[Start of section]

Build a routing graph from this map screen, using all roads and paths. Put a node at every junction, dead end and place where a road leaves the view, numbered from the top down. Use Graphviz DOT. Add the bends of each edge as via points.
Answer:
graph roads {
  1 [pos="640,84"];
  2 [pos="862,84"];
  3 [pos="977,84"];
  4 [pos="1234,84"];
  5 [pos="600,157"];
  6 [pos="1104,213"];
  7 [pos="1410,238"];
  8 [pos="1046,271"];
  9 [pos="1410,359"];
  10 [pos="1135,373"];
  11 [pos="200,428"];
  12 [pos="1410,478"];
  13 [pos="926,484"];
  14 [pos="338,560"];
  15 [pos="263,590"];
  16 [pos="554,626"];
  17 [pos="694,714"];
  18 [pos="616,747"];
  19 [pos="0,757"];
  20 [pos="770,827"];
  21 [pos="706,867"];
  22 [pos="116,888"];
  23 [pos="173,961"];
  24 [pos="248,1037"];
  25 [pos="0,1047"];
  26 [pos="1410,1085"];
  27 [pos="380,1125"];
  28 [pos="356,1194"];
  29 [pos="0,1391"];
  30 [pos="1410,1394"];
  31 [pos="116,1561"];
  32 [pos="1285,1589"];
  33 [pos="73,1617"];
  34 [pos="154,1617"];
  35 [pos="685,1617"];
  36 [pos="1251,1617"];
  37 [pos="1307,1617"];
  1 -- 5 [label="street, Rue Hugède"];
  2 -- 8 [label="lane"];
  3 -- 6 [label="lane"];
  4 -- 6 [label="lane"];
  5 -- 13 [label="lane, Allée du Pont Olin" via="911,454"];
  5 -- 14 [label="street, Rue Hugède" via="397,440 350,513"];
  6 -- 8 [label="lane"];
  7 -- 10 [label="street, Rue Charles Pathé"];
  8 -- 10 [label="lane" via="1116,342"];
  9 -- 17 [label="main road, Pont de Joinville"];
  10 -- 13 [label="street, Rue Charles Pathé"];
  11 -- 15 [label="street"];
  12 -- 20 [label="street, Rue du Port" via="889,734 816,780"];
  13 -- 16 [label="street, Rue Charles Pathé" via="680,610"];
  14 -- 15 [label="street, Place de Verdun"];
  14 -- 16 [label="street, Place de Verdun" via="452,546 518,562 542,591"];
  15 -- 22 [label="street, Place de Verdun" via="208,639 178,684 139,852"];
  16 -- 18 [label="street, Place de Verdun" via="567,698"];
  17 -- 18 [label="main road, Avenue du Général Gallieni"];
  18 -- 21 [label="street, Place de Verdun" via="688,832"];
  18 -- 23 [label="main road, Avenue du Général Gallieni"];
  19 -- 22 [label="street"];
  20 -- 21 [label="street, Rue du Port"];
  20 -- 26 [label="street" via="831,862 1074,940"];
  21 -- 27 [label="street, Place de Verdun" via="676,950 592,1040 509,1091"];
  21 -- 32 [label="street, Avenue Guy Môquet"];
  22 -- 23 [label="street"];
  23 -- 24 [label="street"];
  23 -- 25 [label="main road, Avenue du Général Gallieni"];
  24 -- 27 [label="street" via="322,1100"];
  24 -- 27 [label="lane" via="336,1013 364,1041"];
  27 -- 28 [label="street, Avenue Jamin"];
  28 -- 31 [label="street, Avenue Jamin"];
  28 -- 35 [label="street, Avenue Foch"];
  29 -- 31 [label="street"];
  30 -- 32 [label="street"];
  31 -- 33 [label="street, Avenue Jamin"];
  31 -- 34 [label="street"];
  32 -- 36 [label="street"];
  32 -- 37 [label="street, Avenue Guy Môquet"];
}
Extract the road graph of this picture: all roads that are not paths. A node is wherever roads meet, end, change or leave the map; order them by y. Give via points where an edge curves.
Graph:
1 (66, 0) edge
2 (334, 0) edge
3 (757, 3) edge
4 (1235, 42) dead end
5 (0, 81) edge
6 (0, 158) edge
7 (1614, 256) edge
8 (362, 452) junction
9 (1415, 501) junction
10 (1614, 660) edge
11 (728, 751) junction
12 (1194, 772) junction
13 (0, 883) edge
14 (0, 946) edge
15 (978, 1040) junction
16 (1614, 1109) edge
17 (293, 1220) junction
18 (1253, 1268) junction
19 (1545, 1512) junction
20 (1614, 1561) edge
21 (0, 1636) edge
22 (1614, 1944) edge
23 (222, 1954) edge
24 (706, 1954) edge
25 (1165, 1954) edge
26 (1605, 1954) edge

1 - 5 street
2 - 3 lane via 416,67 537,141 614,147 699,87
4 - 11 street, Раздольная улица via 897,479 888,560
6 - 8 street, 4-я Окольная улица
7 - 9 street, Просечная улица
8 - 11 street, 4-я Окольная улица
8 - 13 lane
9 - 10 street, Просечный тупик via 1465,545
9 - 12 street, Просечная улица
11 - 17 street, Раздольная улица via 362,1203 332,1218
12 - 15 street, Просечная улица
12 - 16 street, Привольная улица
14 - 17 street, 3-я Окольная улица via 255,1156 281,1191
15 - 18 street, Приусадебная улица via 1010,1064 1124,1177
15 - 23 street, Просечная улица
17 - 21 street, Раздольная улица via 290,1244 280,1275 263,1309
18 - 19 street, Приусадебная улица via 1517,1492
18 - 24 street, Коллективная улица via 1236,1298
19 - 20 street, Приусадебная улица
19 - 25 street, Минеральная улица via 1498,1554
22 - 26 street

[End of section]

** Your task **
After reading the entries, reproduce every one of them exactly.

** Answer **
Build a routing graph from this map screen, using all roads and paths. Put a node at every junction, dead end and place where a road leaves the view, numbered from the top down. Use Graphviz DOT. Add the bends of each edge as via points.
Answer:
graph roads {
  1 [pos="640,84"];
  2 [pos="862,84"];
  3 [pos="977,84"];
  4 [pos="1234,84"];
  5 [pos="600,157"];
  6 [pos="1104,213"];
  7 [pos="1410,238"];
  8 [pos="1046,271"];
  9 [pos="1410,359"];
  10 [pos="1135,373"];
  11 [pos="200,428"];
  12 [pos="1410,478"];
  13 [pos="926,484"];
  14 [pos="338,560"];
  15 [pos="263,590"];
  16 [pos="554,626"];
  17 [pos="694,714"];
  18 [pos="616,747"];
  19 [pos="0,757"];
  20 [pos="770,827"];
  21 [pos="706,867"];
  22 [pos="116,888"];
  23 [pos="173,961"];
  24 [pos="248,1037"];
  25 [pos="0,1047"];
  26 [pos="1410,1085"];
  27 [pos="380,1125"];
  28 [pos="356,1194"];
  29 [pos="0,1391"];
  30 [pos="1410,1394"];
  31 [pos="116,1561"];
  32 [pos="1285,1589"];
  33 [pos="73,1617"];
  34 [pos="154,1617"];
  35 [pos="685,1617"];
  36 [pos="1251,1617"];
  37 [pos="1307,1617"];
  1 -- 5 [label="street, Rue Hugède"];
  2 -- 8 [label="lane"];
  3 -- 6 [label="lane"];
  4 -- 6 [label="lane"];
  5 -- 13 [label="lane, Allée du Pont Olin" via="911,454"];
  5 -- 14 [label="street, Rue Hugède" via="397,440 350,513"];
  6 -- 8 [label="lane"];
  7 -- 10 [label="street, Rue Charles Pathé"];
  8 -- 10 [label="lane" via="1116,342"];
  9 -- 17 [label="main road, Pont de Joinville"];
  10 -- 13 [label="street, Rue Charles Pathé"];
  11 -- 15 [label="street"];
  12 -- 20 [label="street, Rue du Port" via="889,734 816,780"];
  13 -- 16 [label="street, Rue Charles Pathé" via="680,610"];
  14 -- 15 [label="street, Place de Verdun"];
  14 -- 16 [label="street, Place de Verdun" via="452,546 518,562 542,591"];
  15 -- 22 [label="street, Place de Verdun" via="208,639 178,684 139,852"];
  16 -- 18 [label="street, Place de Verdun" via="567,698"];
  17 -- 18 [label="main road, Avenue du Général Gallieni"];
  18 -- 21 [label="street, Place de Verdun" via="688,832"];
  18 -- 23 [label="main road, Avenue du Général Gallieni"];
  19 -- 22 [label="street"];
  20 -- 21 [label="street, Rue du Port"];
  20 -- 26 [label="street" via="831,862 1074,940"];
  21 -- 27 [label="street, Place de Verdun" via="676,950 592,1040 509,1091"];
  21 -- 32 [label="street, Avenue Guy Môquet"];
  22 -- 23 [label="street"];
  23 -- 24 [label="street"];
  23 -- 25 [label="main road, Avenue du Général Gallieni"];
  24 -- 27 [label="street" via="322,1100"];
  24 -- 27 [label="lane" via="336,1013 364,1041"];
  27 -- 28 [label="street, Avenue Jamin"];
  28 -- 31 [label="street, Avenue Jamin"];
  28 -- 35 [label="street, Avenue Foch"];
  29 -- 31 [label="street"];
  30 -- 32 [label="street"];
  31 -- 33 [label="street, Avenue Jamin"];
  31 -- 34 [label="street"];
  32 -- 36 [label="street"];
  32 -- 37 [label="street, Avenue Guy Môquet"];
}
Extract the road graph of this picture: all roads that are not paths. A node is wherever roads meet, end, change or leave the map; order them by y. Give via points where an edge curves.
Graph:
1 (66, 0) edge
2 (334, 0) edge
3 (757, 3) edge
4 (1235, 42) dead end
5 (0, 81) edge
6 (0, 158) edge
7 (1614, 256) edge
8 (362, 452) junction
9 (1415, 501) junction
10 (1614, 660) edge
11 (728, 751) junction
12 (1194, 772) junction
13 (0, 883) edge
14 (0, 946) edge
15 (978, 1040) junction
16 (1614, 1109) edge
17 (293, 1220) junction
18 (1253, 1268) junction
19 (1545, 1512) junction
20 (1614, 1561) edge
21 (0, 1636) edge
22 (1614, 1944) edge
23 (222, 1954) edge
24 (706, 1954) edge
25 (1165, 1954) edge
26 (1605, 1954) edge

1 - 5 street
2 - 3 lane via 416,67 537,141 614,147 699,87
4 - 11 street, Раздольная улица via 897,479 888,560
6 - 8 street, 4-я Окольная улица
7 - 9 street, Просечная улица
8 - 11 street, 4-я Окольная улица
8 - 13 lane
9 - 10 street, Просечный тупик via 1465,545
9 - 12 street, Просечная улица
11 - 17 street, Раздольная улица via 362,1203 332,1218
12 - 15 street, Просечная улица
12 - 16 street, Привольная улица
14 - 17 street, 3-я Окольная улица via 255,1156 281,1191
15 - 18 street, Приусадебная улица via 1010,1064 1124,1177
15 - 23 street, Просечная улица
17 - 21 street, Раздольная улица via 290,1244 280,1275 263,1309
18 - 19 street, Приусадебная улица via 1517,1492
18 - 24 street, Коллективная улица via 1236,1298
19 - 20 street, Приусадебная улица
19 - 25 street, Минеральная улица via 1498,1554
22 - 26 street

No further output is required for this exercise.